→ Assigned task: Nothing in the records should differ when they are repeated. Restate them word for word.

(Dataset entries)

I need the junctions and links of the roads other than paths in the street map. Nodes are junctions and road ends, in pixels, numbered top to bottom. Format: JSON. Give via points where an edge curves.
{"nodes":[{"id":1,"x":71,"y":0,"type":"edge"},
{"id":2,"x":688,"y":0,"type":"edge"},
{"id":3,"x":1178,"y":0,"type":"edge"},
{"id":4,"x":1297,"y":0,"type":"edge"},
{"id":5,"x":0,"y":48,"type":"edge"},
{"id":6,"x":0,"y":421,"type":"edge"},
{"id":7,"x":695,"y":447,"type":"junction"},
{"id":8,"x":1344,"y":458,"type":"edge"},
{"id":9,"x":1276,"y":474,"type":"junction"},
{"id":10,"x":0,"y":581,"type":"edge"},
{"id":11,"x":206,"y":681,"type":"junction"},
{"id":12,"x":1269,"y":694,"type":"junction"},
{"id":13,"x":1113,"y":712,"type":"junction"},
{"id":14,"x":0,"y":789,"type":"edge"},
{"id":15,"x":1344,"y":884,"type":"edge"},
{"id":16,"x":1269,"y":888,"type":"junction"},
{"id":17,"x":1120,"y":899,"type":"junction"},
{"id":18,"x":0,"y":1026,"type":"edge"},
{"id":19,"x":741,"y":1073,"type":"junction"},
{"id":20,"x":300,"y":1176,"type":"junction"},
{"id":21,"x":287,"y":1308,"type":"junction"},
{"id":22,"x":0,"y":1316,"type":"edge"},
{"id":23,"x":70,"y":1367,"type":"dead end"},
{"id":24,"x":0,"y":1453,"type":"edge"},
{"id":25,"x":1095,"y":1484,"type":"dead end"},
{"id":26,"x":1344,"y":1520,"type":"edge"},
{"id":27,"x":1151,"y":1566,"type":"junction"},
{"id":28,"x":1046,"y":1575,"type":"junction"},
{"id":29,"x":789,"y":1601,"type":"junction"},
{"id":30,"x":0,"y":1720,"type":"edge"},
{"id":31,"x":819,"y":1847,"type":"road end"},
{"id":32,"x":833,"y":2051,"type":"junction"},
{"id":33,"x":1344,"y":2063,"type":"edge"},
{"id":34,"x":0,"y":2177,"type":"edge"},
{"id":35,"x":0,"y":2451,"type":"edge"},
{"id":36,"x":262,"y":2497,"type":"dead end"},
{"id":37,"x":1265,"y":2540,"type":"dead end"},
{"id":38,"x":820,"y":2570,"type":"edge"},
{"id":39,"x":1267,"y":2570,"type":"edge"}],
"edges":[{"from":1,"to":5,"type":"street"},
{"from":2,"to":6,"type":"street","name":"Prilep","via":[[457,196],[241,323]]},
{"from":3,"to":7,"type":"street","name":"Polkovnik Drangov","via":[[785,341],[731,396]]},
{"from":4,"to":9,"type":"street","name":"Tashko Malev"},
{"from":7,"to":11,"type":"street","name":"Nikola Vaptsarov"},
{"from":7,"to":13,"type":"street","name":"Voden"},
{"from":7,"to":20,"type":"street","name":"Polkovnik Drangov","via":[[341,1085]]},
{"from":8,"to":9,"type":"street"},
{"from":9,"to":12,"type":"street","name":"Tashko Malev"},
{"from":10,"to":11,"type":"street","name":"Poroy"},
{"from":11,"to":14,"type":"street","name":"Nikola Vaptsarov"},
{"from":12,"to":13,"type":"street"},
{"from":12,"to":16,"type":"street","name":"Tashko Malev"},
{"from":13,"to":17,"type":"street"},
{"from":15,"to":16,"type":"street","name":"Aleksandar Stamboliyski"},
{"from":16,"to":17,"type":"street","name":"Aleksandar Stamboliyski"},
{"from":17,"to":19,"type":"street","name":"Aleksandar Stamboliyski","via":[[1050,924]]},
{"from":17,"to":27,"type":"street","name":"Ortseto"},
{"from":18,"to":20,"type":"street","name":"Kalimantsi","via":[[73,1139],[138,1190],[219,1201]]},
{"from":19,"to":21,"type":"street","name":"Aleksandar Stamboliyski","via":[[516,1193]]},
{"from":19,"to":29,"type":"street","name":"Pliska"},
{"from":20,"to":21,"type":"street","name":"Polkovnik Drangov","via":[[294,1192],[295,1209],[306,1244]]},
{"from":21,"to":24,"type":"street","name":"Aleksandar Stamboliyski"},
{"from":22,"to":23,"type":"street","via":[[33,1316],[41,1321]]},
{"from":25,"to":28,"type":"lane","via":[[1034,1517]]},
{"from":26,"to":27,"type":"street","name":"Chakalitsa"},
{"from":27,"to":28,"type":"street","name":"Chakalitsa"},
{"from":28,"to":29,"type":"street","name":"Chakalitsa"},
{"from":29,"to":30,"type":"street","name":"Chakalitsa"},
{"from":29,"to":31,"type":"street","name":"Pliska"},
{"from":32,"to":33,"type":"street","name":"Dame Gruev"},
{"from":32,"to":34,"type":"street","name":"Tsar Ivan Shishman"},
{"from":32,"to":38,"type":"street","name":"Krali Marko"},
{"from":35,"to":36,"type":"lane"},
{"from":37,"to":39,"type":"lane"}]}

→ Expected answer:
I need the junctions and links of the roads other than paths in the street map. Nodes are junctions and road ends, in pixels, numbered top to bottom. Format: JSON. Give via points where an edge curves.
{"nodes":[{"id":1,"x":71,"y":0,"type":"edge"},
{"id":2,"x":688,"y":0,"type":"edge"},
{"id":3,"x":1178,"y":0,"type":"edge"},
{"id":4,"x":1297,"y":0,"type":"edge"},
{"id":5,"x":0,"y":48,"type":"edge"},
{"id":6,"x":0,"y":421,"type":"edge"},
{"id":7,"x":695,"y":447,"type":"junction"},
{"id":8,"x":1344,"y":458,"type":"edge"},
{"id":9,"x":1276,"y":474,"type":"junction"},
{"id":10,"x":0,"y":581,"type":"edge"},
{"id":11,"x":206,"y":681,"type":"junction"},
{"id":12,"x":1269,"y":694,"type":"junction"},
{"id":13,"x":1113,"y":712,"type":"junction"},
{"id":14,"x":0,"y":789,"type":"edge"},
{"id":15,"x":1344,"y":884,"type":"edge"},
{"id":16,"x":1269,"y":888,"type":"junction"},
{"id":17,"x":1120,"y":899,"type":"junction"},
{"id":18,"x":0,"y":1026,"type":"edge"},
{"id":19,"x":741,"y":1073,"type":"junction"},
{"id":20,"x":300,"y":1176,"type":"junction"},
{"id":21,"x":287,"y":1308,"type":"junction"},
{"id":22,"x":0,"y":1316,"type":"edge"},
{"id":23,"x":70,"y":1367,"type":"dead end"},
{"id":24,"x":0,"y":1453,"type":"edge"},
{"id":25,"x":1095,"y":1484,"type":"dead end"},
{"id":26,"x":1344,"y":1520,"type":"edge"},
{"id":27,"x":1151,"y":1566,"type":"junction"},
{"id":28,"x":1046,"y":1575,"type":"junction"},
{"id":29,"x":789,"y":1601,"type":"junction"},
{"id":30,"x":0,"y":1720,"type":"edge"},
{"id":31,"x":819,"y":1847,"type":"road end"},
{"id":32,"x":833,"y":2051,"type":"junction"},
{"id":33,"x":1344,"y":2063,"type":"edge"},
{"id":34,"x":0,"y":2177,"type":"edge"},
{"id":35,"x":0,"y":2451,"type":"edge"},
{"id":36,"x":262,"y":2497,"type":"dead end"},
{"id":37,"x":1265,"y":2540,"type":"dead end"},
{"id":38,"x":820,"y":2570,"type":"edge"},
{"id":39,"x":1267,"y":2570,"type":"edge"}],
"edges":[{"from":1,"to":5,"type":"street"},
{"from":2,"to":6,"type":"street","name":"Prilep","via":[[457,196],[241,323]]},
{"from":3,"to":7,"type":"street","name":"Polkovnik Drangov","via":[[785,341],[731,396]]},
{"from":4,"to":9,"type":"street","name":"Tashko Malev"},
{"from":7,"to":11,"type":"street","name":"Nikola Vaptsarov"},
{"from":7,"to":13,"type":"street","name":"Voden"},
{"from":7,"to":20,"type":"street","name":"Polkovnik Drangov","via":[[341,1085]]},
{"from":8,"to":9,"type":"street"},
{"from":9,"to":12,"type":"street","name":"Tashko Malev"},
{"from":10,"to":11,"type":"street","name":"Poroy"},
{"from":11,"to":14,"type":"street","name":"Nikola Vaptsarov"},
{"from":12,"to":13,"type":"street"},
{"from":12,"to":16,"type":"street","name":"Tashko Malev"},
{"from":13,"to":17,"type":"street"},
{"from":15,"to":16,"type":"street","name":"Aleksandar Stamboliyski"},
{"from":16,"to":17,"type":"street","name":"Aleksandar Stamboliyski"},
{"from":17,"to":19,"type":"street","name":"Aleksandar Stamboliyski","via":[[1050,924]]},
{"from":17,"to":27,"type":"street","name":"Ortseto"},
{"from":18,"to":20,"type":"street","name":"Kalimantsi","via":[[73,1139],[138,1190],[219,1201]]},
{"from":19,"to":21,"type":"street","name":"Aleksandar Stamboliyski","via":[[516,1193]]},
{"from":19,"to":29,"type":"street","name":"Pliska"},
{"from":20,"to":21,"type":"street","name":"Polkovnik Drangov","via":[[294,1192],[295,1209],[306,1244]]},
{"from":21,"to":24,"type":"street","name":"Aleksandar Stamboliyski"},
{"from":22,"to":23,"type":"street","via":[[33,1316],[41,1321]]},
{"from":25,"to":28,"type":"lane","via":[[1034,1517]]},
{"from":26,"to":27,"type":"street","name":"Chakalitsa"},
{"from":27,"to":28,"type":"street","name":"Chakalitsa"},
{"from":28,"to":29,"type":"street","name":"Chakalitsa"},
{"from":29,"to":30,"type":"street","name":"Chakalitsa"},
{"from":29,"to":31,"type":"street","name":"Pliska"},
{"from":32,"to":33,"type":"street","name":"Dame Gruev"},
{"from":32,"to":34,"type":"street","name":"Tsar Ivan Shishman"},
{"from":32,"to":38,"type":"street","name":"Krali Marko"},
{"from":35,"to":36,"type":"lane"},
{"from":37,"to":39,"type":"lane"}]}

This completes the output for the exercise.